What you have to do → Among the records, which lines include "each"? List them.

Entries supplied →
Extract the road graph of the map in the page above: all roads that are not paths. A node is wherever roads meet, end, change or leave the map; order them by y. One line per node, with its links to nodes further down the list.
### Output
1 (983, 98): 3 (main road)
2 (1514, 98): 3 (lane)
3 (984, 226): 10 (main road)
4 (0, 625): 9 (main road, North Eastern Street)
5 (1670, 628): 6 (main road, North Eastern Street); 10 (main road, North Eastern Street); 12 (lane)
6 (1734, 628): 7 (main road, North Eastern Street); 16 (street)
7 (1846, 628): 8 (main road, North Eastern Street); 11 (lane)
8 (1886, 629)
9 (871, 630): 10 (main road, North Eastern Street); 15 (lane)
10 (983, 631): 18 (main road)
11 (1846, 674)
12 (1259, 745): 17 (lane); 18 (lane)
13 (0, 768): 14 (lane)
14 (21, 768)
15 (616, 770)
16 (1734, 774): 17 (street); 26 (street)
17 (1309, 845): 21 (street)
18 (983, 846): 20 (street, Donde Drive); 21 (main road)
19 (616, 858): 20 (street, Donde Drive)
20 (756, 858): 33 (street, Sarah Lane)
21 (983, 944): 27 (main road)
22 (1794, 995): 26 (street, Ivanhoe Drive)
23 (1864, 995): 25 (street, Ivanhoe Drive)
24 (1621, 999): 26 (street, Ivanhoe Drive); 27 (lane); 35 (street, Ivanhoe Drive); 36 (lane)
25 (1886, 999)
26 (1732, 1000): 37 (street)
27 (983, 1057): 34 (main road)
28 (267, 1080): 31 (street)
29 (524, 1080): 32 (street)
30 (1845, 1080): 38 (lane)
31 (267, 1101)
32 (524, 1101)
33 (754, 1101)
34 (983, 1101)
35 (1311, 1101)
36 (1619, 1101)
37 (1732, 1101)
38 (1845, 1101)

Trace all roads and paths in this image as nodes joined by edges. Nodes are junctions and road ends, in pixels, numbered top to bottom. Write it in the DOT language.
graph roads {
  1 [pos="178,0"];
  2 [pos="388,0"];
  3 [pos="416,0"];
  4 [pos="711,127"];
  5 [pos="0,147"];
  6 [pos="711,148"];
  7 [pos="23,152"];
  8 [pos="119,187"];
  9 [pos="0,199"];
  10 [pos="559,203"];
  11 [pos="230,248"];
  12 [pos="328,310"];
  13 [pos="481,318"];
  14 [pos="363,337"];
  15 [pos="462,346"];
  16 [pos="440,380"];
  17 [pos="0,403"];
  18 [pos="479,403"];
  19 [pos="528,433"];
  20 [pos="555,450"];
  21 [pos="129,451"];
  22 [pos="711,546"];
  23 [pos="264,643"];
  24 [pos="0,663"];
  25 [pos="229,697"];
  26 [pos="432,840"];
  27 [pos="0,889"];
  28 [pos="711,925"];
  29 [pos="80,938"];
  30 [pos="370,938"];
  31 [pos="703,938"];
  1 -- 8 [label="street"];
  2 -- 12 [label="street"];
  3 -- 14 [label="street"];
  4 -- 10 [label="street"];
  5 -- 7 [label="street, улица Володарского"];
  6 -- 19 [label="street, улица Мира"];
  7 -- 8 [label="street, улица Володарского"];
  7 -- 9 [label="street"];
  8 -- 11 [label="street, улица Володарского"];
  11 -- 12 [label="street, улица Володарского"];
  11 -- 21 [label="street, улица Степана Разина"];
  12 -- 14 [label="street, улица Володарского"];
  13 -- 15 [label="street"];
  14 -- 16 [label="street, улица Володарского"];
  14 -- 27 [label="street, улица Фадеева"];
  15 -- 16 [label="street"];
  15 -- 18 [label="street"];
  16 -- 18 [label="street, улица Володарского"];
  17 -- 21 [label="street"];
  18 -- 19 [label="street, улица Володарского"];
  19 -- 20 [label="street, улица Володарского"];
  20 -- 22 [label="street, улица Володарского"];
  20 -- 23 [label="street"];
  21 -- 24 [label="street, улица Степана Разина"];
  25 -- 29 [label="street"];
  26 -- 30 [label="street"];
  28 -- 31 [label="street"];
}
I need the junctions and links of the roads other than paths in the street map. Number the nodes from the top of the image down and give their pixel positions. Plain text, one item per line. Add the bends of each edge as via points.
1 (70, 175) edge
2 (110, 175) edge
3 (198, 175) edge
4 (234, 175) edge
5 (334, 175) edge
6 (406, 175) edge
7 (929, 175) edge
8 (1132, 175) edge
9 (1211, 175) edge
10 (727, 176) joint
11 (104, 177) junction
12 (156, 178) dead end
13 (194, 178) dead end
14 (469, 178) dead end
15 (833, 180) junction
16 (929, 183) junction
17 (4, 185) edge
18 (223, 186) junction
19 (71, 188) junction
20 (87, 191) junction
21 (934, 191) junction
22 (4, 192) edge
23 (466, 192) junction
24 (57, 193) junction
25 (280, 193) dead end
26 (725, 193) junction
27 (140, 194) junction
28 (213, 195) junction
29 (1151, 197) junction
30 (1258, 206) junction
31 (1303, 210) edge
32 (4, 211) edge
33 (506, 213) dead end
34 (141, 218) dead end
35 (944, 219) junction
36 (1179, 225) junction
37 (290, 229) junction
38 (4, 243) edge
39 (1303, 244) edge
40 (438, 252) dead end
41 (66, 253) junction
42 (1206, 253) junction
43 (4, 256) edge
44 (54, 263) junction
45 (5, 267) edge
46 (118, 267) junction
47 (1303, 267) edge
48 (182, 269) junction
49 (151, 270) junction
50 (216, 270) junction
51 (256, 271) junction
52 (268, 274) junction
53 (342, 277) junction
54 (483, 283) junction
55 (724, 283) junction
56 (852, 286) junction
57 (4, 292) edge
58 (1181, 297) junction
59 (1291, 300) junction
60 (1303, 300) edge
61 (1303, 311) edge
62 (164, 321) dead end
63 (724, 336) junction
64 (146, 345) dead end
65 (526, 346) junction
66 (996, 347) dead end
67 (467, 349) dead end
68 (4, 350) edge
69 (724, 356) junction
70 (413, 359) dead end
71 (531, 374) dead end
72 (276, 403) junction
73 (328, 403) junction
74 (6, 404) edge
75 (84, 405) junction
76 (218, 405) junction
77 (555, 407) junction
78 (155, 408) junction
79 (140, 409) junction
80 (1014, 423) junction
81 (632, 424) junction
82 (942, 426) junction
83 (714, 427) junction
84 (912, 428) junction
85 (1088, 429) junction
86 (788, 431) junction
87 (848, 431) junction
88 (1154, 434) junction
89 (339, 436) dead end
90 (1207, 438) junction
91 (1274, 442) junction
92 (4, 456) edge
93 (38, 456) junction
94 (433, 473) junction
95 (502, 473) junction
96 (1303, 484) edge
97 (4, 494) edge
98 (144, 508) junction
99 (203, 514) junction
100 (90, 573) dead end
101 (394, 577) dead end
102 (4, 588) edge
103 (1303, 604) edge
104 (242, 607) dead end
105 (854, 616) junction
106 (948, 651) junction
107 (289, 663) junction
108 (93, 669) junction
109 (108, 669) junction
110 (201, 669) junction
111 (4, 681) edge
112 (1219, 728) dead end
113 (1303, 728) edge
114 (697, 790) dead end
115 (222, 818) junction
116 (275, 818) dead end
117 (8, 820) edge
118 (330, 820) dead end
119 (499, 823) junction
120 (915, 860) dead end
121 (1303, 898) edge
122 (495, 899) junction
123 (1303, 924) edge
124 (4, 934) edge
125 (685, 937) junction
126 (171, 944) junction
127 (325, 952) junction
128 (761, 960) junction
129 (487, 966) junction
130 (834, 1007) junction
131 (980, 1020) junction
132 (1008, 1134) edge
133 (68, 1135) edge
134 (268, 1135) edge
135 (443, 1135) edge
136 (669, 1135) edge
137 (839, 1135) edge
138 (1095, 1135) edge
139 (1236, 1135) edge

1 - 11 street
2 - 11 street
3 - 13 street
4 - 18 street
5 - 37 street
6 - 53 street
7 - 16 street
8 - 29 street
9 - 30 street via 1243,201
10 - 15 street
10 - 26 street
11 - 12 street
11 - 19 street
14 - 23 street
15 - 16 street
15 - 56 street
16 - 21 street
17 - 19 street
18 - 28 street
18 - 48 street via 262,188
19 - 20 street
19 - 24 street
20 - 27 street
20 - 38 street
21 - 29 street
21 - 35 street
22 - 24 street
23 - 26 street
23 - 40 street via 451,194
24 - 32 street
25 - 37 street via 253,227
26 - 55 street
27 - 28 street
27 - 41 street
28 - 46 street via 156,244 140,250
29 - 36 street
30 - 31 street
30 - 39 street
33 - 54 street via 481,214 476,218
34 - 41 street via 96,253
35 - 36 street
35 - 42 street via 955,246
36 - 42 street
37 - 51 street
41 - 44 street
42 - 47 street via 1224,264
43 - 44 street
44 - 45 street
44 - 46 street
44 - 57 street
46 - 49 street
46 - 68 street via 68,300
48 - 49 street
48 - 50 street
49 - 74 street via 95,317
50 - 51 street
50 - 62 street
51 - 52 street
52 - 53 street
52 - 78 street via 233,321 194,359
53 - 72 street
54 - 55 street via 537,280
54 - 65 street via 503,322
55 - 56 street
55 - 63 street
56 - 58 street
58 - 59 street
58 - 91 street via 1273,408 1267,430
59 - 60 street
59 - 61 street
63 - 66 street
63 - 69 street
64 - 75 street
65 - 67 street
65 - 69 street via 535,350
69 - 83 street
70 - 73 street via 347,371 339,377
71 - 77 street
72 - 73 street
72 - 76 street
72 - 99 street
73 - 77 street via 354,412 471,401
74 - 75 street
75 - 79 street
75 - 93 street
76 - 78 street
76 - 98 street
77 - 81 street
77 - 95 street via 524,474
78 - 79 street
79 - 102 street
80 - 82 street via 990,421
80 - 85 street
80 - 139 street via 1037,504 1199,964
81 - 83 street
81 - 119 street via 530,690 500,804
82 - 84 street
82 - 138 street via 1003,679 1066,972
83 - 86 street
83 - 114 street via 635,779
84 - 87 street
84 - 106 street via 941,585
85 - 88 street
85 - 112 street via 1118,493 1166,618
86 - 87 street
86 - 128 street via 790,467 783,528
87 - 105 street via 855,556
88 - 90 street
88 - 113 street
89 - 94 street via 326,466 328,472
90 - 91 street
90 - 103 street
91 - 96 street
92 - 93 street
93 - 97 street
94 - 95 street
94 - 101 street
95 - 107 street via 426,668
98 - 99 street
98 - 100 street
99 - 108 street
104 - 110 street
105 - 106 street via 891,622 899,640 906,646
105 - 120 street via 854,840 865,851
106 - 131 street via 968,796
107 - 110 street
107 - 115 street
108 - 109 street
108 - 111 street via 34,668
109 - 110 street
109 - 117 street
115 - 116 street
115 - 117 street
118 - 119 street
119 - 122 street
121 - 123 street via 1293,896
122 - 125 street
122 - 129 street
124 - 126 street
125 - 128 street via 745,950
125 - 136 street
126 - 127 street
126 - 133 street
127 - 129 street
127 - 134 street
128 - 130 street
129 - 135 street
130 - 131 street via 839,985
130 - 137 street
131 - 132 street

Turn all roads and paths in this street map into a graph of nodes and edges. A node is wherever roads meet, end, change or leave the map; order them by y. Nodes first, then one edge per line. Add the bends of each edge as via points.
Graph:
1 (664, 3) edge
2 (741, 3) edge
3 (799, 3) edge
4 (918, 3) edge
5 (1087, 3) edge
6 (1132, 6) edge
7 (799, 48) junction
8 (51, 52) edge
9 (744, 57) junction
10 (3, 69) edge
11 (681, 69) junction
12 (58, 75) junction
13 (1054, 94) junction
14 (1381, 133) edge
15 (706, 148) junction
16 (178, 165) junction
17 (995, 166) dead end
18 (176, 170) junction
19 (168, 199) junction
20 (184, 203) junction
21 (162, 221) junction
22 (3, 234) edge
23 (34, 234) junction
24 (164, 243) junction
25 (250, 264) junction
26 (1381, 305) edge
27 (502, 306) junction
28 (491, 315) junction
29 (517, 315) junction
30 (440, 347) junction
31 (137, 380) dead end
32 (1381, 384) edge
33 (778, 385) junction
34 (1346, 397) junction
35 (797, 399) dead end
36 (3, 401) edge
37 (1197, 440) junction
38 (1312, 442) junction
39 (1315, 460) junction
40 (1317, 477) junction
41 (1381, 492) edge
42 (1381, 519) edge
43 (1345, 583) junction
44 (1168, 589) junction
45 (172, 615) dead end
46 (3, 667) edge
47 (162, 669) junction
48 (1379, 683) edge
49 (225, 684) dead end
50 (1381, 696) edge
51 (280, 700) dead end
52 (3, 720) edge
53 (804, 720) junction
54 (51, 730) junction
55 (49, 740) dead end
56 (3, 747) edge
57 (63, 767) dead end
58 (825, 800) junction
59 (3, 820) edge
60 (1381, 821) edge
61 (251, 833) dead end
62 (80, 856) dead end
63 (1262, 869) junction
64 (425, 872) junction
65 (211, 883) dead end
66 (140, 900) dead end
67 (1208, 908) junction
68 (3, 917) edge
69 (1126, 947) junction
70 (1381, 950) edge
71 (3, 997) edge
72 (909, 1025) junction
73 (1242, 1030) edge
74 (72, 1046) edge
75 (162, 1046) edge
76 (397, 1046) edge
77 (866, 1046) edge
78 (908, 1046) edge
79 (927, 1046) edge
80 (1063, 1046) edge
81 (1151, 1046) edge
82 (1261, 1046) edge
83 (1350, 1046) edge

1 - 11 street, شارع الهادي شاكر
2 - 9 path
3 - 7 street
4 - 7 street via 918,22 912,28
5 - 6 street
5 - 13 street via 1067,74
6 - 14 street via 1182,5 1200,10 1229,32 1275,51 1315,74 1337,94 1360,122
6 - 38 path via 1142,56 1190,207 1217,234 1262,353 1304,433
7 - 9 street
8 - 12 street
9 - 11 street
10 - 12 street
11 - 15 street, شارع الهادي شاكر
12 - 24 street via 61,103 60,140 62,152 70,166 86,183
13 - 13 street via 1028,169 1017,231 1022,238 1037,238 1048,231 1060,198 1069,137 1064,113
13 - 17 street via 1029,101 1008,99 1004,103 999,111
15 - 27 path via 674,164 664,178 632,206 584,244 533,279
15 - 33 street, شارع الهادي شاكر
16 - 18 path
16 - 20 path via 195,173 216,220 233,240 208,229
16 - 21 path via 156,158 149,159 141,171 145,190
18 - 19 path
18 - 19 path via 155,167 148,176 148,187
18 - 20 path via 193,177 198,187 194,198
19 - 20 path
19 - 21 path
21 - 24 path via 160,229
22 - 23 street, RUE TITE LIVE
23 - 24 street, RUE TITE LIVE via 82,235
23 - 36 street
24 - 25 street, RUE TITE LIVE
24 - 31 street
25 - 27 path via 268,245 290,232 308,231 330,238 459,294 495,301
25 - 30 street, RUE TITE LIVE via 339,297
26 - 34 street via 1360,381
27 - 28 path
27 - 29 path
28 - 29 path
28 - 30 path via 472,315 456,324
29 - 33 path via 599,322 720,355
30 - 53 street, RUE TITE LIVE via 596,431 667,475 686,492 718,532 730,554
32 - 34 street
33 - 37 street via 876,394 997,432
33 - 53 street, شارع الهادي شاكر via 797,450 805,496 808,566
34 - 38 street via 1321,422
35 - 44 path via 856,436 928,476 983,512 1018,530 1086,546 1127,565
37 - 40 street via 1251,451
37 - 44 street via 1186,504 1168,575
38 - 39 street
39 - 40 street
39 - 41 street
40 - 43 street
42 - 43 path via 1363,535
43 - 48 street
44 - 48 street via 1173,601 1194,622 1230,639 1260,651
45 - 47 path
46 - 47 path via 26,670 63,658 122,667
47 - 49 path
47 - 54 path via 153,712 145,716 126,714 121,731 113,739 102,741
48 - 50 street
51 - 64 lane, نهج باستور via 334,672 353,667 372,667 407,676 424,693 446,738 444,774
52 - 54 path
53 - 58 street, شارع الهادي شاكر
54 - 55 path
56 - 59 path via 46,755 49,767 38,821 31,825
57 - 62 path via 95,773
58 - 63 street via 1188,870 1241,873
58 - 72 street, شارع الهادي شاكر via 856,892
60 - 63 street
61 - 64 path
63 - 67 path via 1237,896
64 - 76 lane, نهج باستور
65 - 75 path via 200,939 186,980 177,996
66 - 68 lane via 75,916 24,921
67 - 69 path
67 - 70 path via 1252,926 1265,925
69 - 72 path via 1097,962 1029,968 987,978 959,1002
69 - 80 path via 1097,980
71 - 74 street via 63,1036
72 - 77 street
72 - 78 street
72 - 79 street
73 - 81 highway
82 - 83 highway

Result for this task →
I need the junctions and links of the roads other than paths in the street map. Number the nodes from the top of the image down and give their pixel positions. Plain text, one item per line. Add the bends of each edge as via points.
Turn all roads and paths in this street map into a graph of nodes and edges. A node is wherever roads meet, end, change or leave the map; order them by y. Nodes first, then one edge per line. Add the bends of each edge as via points.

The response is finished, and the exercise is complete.